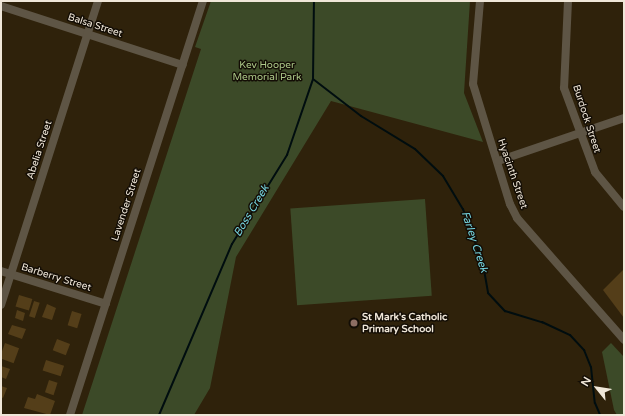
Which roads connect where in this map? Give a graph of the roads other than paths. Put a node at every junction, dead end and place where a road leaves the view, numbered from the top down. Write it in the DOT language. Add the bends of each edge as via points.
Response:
graph roads {
  1 [pos="98,1"];
  2 [pos="203,1"];
  3 [pos="480,1"];
  4 [pos="568,1"];
  5 [pos="1,6"];
  6 [pos="87,34"];
  7 [pos="182,65"];
  8 [pos="624,118"];
  9 [pos="580,134"];
  10 [pos="498,161"];
  11 [pos="624,207"];
  12 [pos="1,271"];
  13 [pos="11,275"];
  14 [pos="106,304"];
  15 [pos="1,305"];
  16 [pos="624,340"];
  17 [pos="70,415"];
  1 -- 6 [label="street, Abelia Street"];
  2 -- 7 [label="street, Lavender Street"];
  3 -- 10 [label="street, Hyacinth Street" via="473,84"];
  4 -- 9 [label="street, Burdock Street" via="564,88"];
  5 -- 6 [label="street, Balsa Street"];
  6 -- 7 [label="street, Balsa Street"];
  6 -- 13 [label="street, Abelia Street"];
  7 -- 14 [label="street, Lavender Street"];
  8 -- 9 [label="street"];
  9 -- 10 [label="street"];
  9 -- 11 [label="street, Burdock Street" via="595,172"];
  10 -- 16 [label="street, Hyacinth Street" via="517,218"];
  12 -- 13 [label="street, Barberry Street"];
  13 -- 14 [label="street, Barberry Street"];
  13 -- 15 [label="street, Abelia Street"];
  14 -- 17 [label="street, Lavender Street"];
}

* * * * *

Work to be completed: What you give back must match the entries exactly, apart from the omitted pictures.

Solution:
Which roads connect where in this map? Give a graph of the roads other than paths. Put a node at every junction, dead end and place where a road leaves the view, numbered from the top down. Write it in the DOT language. Add the bends of each edge as via points.
Response:
graph roads {
  1 [pos="98,1"];
  2 [pos="203,1"];
  3 [pos="480,1"];
  4 [pos="568,1"];
  5 [pos="1,6"];
  6 [pos="87,34"];
  7 [pos="182,65"];
  8 [pos="624,118"];
  9 [pos="580,134"];
  10 [pos="498,161"];
  11 [pos="624,207"];
  12 [pos="1,271"];
  13 [pos="11,275"];
  14 [pos="106,304"];
  15 [pos="1,305"];
  16 [pos="624,340"];
  17 [pos="70,415"];
  1 -- 6 [label="street, Abelia Street"];
  2 -- 7 [label="street, Lavender Street"];
  3 -- 10 [label="street, Hyacinth Street" via="473,84"];
  4 -- 9 [label="street, Burdock Street" via="564,88"];
  5 -- 6 [label="street, Balsa Street"];
  6 -- 7 [label="street, Balsa Street"];
  6 -- 13 [label="street, Abelia Street"];
  7 -- 14 [label="street, Lavender Street"];
  8 -- 9 [label="street"];
  9 -- 10 [label="street"];
  9 -- 11 [label="street, Burdock Street" via="595,172"];
  10 -- 16 [label="street, Hyacinth Street" via="517,218"];
  12 -- 13 [label="street, Barberry Street"];
  13 -- 14 [label="street, Barberry Street"];
  13 -- 15 [label="street, Abelia Street"];
  14 -- 17 [label="street, Lavender Street"];
}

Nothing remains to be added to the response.